De retour en France, la peur ne les quitte pas. « j’ai peur des représailles, confie Marie dans un sanglot. Surtout qu’un trafic de drogue, c’est grand. » Elle craint pour sa mère. Les témoignages de ces revenants montrent des victimes fragilisées, parfois sous traitement médical, comme cet homme de Saint-Maur (Indre) qui a installé des caméras de surveillance chez lui après des coups de feu près de son domicile.

Cette expérience laisse des traces invisibles. Les victimes parlent de trouble du sommeil, de méfiance envers les inconnus, de difficultés à refaire confiance. La sécurité, qu’elles croyaient acquise, est devenue un bien précieux.
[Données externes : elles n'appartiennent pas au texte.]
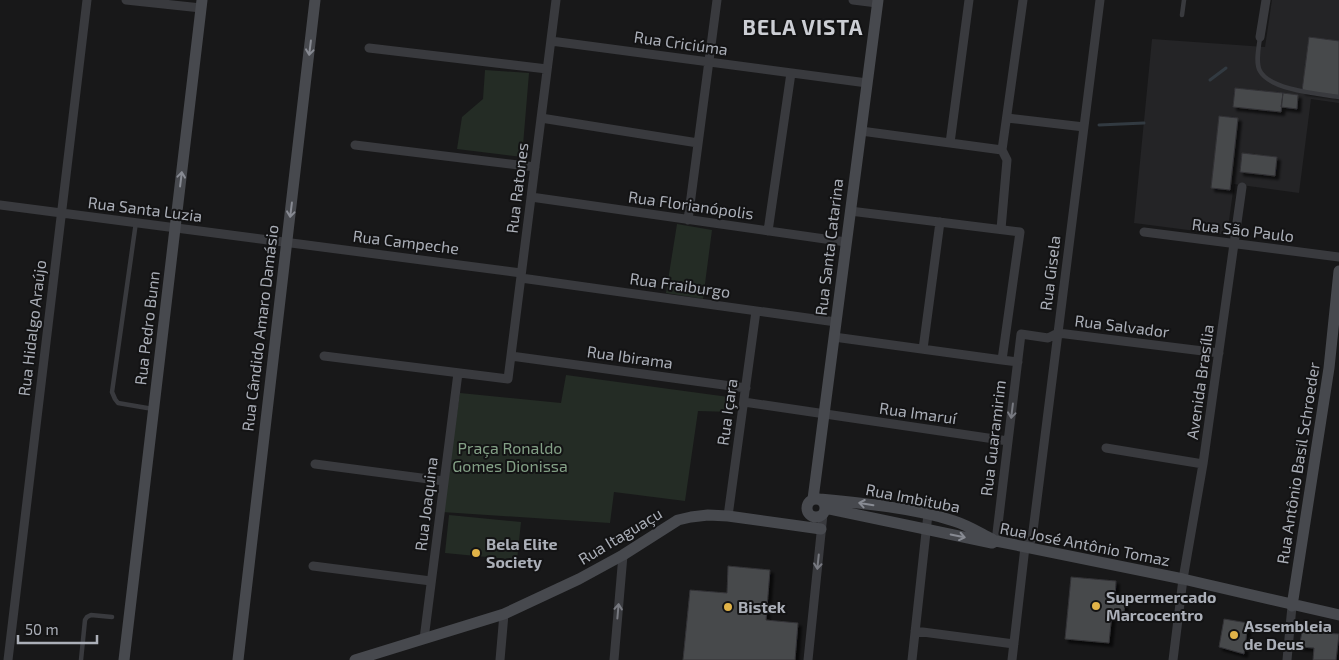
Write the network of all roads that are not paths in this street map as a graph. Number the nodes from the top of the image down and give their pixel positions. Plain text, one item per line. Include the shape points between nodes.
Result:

Les signes qui doivent alerter

Face à ce phénomène, la police nationale diffuse des messages de prévention. Voici les principaux signaux d'alerte :

  • 🛑 Une offre de voyage gratuit ou très peu cher, sans réservation directe par une agence connue.
  • 🛑 Une mission floue du type « transporter des téléphones » ou « récupérer un colis ».
  • 🛑 Une rémunération importante pour un simple voyage (2 000 à 3 000 euros).
  • 🛑 Des messages en français mais rédigés par des comptes anonymes sur Snapchat, Instagram ou Telegram.
  • 🛑 L’obligation de ne pas ouvrir la valise et de la déposer à une adresse inconnue.

Quand c’est trop beau, c’est souvent une arnaque. Cette règle simple peut éviter le pire. Le retour en France, pour certains, passe par un tribunal thaïlandais. Pour d’autres, par des années de thérapie.

Une enquête ouverte et une vigilance accrue

Le Quai d’Orsay affirme « surveiller de près » la situation. Onze Français restent détenus à Bangkok. Le parquet national anticriminalité organisé a ouvert une enquête pour identifier les commanditaires du réseau. en 2026, ces affaires continuent de révéler l’ampleur du phénomène.

Pour les familles touchées, des associations de soutien se mobilisent. Elles rappellent qu’aucune honte n’est à avoir : ces jeunes sont des victimes. La résilience commence par la parole. Rompre le silence, c’est déjà se protéger des représailles.

En attendant, Marie et Rémy se reconstruisent doucement. Ils ont perdu l’insouciance de leur âge. Mais ils ont gagné une leçon de vie : la liberté n’a pas de prix.